■ **TASK BRIEF**
The output should be all lines of the entries below in which the word "Mártires" occurs.

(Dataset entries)

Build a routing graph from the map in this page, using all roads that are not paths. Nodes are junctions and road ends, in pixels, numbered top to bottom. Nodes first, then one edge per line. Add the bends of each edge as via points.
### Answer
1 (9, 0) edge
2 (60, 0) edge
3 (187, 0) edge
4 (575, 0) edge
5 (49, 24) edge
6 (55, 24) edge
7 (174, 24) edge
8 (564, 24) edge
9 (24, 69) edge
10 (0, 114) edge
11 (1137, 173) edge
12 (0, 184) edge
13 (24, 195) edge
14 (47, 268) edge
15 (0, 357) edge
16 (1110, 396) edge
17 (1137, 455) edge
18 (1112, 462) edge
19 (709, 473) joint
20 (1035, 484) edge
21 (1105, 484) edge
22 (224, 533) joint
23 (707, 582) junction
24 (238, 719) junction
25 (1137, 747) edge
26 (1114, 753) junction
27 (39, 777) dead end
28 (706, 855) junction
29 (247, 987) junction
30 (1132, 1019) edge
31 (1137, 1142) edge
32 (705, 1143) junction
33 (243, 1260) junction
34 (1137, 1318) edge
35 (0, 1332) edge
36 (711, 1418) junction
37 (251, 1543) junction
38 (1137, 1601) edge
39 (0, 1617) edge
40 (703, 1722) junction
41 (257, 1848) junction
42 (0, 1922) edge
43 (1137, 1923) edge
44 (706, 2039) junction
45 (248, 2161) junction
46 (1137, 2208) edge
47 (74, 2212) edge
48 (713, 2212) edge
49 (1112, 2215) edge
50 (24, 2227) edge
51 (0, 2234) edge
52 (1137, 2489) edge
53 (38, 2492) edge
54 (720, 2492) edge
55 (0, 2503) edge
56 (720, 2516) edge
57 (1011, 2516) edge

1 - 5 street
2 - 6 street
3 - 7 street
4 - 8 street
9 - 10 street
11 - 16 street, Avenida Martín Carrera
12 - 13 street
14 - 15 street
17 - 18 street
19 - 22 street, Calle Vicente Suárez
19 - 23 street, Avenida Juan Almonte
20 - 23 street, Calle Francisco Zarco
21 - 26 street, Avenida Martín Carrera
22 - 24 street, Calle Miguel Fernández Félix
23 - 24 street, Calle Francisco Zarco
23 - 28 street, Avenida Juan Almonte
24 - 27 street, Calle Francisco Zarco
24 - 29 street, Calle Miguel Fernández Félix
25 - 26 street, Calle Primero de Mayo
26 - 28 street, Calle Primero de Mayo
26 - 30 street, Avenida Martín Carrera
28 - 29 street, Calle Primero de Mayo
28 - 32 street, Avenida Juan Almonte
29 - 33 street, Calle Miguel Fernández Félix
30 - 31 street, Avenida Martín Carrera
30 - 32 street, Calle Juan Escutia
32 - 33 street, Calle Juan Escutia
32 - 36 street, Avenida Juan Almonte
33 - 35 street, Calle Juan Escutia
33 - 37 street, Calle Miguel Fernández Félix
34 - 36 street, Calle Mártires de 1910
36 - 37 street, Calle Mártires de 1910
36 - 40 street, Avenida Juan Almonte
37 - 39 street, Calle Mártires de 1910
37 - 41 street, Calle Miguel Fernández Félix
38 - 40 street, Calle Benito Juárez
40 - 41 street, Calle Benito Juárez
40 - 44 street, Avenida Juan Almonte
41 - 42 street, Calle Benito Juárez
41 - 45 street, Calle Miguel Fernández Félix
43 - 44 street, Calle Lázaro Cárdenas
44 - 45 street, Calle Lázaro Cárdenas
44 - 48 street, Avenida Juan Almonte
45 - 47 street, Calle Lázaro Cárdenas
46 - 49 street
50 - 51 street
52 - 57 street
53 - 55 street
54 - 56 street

■ **ANSWER FOR THIS EXERCISE**
34 - 36 street, Calle Mártires de 1910
36 - 37 street, Calle Mártires de 1910
37 - 39 street, Calle Mártires de 1910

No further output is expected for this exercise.